§ **PROBLEM STATEMENT**: The expected result is the material below, reproduced exactly from its first line through the line containing "filter:drop-shadow(2px 0 #c0baad)".

----------

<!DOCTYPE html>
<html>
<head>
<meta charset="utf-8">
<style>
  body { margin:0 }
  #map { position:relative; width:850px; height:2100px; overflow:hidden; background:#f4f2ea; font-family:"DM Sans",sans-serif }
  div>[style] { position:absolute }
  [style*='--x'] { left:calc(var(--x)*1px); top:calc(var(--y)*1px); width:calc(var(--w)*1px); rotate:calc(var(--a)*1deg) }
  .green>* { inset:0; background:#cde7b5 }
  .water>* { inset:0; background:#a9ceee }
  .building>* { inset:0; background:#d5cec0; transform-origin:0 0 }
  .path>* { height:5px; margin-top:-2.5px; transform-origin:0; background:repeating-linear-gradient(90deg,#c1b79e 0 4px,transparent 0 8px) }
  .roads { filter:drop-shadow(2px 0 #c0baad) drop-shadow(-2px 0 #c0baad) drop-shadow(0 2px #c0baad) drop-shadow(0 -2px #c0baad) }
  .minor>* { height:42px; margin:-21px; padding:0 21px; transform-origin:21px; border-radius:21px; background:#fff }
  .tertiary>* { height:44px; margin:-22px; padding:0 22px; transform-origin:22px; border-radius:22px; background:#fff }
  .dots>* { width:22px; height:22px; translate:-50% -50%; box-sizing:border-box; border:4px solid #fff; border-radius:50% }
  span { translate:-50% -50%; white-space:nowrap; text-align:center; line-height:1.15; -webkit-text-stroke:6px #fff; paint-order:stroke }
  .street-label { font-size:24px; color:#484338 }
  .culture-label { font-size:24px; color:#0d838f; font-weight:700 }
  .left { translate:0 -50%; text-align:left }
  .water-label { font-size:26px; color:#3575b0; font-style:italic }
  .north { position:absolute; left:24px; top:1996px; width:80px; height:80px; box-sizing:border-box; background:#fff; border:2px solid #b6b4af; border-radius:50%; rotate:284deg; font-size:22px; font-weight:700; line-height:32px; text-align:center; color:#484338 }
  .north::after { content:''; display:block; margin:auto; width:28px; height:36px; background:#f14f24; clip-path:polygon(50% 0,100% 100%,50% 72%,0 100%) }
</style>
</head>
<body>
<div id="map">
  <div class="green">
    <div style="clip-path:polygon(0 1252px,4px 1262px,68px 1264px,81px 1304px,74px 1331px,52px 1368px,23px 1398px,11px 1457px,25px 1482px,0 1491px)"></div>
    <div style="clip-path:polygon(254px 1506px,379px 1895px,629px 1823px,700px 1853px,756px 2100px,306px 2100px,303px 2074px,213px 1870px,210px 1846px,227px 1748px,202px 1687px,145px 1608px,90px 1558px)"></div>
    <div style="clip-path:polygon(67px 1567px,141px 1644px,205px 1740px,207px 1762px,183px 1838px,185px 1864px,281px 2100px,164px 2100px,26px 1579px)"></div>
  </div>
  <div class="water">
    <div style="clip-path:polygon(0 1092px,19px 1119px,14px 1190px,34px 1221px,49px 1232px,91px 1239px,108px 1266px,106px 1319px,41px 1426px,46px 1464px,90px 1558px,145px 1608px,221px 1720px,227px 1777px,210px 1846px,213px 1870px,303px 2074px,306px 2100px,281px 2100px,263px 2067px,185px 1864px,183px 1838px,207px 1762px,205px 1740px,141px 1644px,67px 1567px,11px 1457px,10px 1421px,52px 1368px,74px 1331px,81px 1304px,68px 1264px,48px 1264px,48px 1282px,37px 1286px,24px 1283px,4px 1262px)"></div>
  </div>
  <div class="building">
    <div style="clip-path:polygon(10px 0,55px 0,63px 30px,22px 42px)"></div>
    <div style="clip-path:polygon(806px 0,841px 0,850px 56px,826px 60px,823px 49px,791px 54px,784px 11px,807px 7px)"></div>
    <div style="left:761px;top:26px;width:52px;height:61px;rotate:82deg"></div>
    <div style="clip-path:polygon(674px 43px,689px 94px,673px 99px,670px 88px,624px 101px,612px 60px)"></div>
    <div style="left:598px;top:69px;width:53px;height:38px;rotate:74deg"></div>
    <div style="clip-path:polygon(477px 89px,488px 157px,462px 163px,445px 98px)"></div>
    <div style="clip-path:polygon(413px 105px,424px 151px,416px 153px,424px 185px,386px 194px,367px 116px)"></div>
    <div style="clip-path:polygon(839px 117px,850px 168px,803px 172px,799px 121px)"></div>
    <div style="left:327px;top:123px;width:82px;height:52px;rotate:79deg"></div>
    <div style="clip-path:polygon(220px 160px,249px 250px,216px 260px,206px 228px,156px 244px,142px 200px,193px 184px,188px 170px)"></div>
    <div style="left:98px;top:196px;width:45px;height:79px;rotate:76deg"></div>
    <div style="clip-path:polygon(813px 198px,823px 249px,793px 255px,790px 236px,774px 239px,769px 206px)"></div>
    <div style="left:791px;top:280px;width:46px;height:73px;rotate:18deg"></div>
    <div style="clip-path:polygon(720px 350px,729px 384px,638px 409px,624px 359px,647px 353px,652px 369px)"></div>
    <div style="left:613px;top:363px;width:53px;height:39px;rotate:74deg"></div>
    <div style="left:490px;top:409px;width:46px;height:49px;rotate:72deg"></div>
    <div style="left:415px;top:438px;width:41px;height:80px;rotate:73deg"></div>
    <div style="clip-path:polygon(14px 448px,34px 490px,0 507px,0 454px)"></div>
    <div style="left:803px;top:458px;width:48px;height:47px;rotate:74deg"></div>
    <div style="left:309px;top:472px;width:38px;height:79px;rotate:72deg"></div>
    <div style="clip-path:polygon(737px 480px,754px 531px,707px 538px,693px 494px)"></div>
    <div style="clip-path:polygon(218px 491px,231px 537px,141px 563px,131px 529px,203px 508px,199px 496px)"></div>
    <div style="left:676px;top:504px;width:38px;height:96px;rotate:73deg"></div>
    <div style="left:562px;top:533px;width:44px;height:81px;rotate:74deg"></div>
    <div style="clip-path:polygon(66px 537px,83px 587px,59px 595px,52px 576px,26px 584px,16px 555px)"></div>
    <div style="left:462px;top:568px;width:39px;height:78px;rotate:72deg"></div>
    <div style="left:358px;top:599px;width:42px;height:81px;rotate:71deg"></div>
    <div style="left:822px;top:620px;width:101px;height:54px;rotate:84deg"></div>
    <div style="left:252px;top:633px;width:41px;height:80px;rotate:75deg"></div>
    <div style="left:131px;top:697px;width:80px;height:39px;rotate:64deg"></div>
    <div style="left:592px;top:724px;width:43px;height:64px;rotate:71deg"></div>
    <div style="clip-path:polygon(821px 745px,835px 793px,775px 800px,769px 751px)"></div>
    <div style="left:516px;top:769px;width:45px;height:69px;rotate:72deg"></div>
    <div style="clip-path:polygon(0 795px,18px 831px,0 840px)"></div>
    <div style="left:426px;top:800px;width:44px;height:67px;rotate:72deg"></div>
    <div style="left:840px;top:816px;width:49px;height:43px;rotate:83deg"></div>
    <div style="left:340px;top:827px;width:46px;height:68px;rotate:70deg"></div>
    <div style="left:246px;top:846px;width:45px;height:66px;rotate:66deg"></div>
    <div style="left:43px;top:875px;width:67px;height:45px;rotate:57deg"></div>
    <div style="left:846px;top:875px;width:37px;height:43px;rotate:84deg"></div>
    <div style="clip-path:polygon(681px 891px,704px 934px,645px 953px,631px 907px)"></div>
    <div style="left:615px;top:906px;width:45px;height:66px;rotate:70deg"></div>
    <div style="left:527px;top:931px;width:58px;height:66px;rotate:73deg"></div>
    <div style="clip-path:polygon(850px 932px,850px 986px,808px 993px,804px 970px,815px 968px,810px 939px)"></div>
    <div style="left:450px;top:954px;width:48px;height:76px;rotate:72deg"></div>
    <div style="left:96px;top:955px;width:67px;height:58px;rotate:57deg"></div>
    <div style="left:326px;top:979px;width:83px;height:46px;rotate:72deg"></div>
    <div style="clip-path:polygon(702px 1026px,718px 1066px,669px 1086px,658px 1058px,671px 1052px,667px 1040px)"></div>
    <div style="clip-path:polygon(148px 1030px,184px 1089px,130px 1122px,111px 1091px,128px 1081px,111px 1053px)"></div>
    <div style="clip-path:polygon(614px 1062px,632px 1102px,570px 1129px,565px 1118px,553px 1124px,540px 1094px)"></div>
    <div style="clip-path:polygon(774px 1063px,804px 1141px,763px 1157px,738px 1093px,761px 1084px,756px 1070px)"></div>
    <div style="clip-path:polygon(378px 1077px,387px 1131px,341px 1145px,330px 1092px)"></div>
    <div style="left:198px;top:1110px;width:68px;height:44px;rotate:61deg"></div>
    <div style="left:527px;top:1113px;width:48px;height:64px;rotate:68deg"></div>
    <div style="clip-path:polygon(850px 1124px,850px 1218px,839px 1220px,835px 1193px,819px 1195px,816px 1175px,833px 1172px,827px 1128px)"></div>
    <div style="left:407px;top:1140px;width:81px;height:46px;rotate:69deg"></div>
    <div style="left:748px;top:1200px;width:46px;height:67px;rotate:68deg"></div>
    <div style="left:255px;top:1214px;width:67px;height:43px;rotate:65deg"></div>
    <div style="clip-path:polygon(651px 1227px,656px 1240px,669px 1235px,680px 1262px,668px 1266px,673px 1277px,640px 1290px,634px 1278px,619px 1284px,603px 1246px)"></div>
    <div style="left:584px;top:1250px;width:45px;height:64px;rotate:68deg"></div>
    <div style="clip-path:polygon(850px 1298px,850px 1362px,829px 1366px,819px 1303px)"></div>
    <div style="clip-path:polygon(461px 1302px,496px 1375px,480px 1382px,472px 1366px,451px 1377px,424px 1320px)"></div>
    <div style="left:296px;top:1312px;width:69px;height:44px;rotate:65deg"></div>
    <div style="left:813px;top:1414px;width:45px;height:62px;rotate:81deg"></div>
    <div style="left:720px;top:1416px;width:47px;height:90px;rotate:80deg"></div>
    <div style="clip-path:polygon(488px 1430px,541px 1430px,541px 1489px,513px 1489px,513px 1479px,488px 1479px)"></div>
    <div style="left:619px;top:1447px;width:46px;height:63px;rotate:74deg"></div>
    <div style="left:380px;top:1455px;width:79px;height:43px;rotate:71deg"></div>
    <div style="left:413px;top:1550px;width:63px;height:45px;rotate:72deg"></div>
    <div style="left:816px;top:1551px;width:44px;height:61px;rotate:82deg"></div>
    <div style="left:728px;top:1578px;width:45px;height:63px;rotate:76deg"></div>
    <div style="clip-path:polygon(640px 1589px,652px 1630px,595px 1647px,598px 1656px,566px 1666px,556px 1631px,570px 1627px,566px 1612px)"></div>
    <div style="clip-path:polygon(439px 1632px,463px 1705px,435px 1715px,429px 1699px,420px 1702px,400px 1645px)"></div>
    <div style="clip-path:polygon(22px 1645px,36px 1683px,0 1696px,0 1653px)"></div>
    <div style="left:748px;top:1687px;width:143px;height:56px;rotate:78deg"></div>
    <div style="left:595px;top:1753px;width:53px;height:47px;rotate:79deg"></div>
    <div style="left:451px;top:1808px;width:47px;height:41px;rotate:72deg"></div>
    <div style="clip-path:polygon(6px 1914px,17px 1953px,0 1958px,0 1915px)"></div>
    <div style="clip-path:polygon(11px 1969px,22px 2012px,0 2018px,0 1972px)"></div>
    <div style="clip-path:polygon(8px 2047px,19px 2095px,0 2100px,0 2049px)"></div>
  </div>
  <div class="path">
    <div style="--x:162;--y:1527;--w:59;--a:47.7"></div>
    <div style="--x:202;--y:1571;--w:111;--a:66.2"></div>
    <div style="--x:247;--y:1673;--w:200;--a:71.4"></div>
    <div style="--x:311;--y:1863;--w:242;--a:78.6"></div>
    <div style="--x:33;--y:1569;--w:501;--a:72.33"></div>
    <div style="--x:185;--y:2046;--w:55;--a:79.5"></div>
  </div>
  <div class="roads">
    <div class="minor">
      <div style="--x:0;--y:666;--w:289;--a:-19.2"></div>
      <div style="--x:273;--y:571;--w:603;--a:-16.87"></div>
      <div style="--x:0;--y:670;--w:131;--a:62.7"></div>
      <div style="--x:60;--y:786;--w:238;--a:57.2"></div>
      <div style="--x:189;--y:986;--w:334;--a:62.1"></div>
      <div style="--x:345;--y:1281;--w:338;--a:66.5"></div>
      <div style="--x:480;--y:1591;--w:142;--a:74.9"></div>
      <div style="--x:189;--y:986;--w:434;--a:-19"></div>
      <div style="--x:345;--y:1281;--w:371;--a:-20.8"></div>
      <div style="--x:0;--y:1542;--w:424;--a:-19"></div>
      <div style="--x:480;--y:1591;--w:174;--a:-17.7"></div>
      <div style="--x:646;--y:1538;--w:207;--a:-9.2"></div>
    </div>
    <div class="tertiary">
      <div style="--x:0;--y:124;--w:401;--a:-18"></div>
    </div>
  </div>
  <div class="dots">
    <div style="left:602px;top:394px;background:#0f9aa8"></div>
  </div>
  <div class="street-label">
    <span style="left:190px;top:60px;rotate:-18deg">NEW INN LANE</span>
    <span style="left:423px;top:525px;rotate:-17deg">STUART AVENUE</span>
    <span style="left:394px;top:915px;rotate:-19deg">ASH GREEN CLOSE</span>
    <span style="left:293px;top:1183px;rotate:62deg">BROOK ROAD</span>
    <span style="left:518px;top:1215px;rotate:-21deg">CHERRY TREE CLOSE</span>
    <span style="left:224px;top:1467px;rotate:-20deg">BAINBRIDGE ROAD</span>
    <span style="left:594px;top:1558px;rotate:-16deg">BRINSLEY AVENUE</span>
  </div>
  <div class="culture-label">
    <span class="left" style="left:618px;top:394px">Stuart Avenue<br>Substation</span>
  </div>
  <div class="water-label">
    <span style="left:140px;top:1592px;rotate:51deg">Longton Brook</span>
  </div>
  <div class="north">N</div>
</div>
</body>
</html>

----------

§ **OUTPUT FOR THIS EXERCISE**:
<!DOCTYPE html>
<html>
<head>
<meta charset="utf-8">
<style>
  body { margin:0 }
  #map { position:relative; width:850px; height:2100px; overflow:hidden; background:#f4f2ea; font-family:"DM Sans",sans-serif }
  div>[style] { position:absolute }
  [style*='--x'] { left:calc(var(--x)*1px); top:calc(var(--y)*1px); width:calc(var(--w)*1px); rotate:calc(var(--a)*1deg) }
  .green>* { inset:0; background:#cde7b5 }
  .water>* { inset:0; background:#a9ceee }
  .building>* { inset:0; background:#d5cec0; transform-origin:0 0 }
  .path>* { height:5px; margin-top:-2.5px; transform-origin:0; background:repeating-linear-gradient(90deg,#c1b79e 0 4px,transparent 0 8px) }
  .roads { filter:drop-shadow(2px 0 #c0baad) drop-shadow(-2px 0 #c0baad) drop-shadow(0 2px #c0baad) drop-shadow(0 -2px #c0baad) }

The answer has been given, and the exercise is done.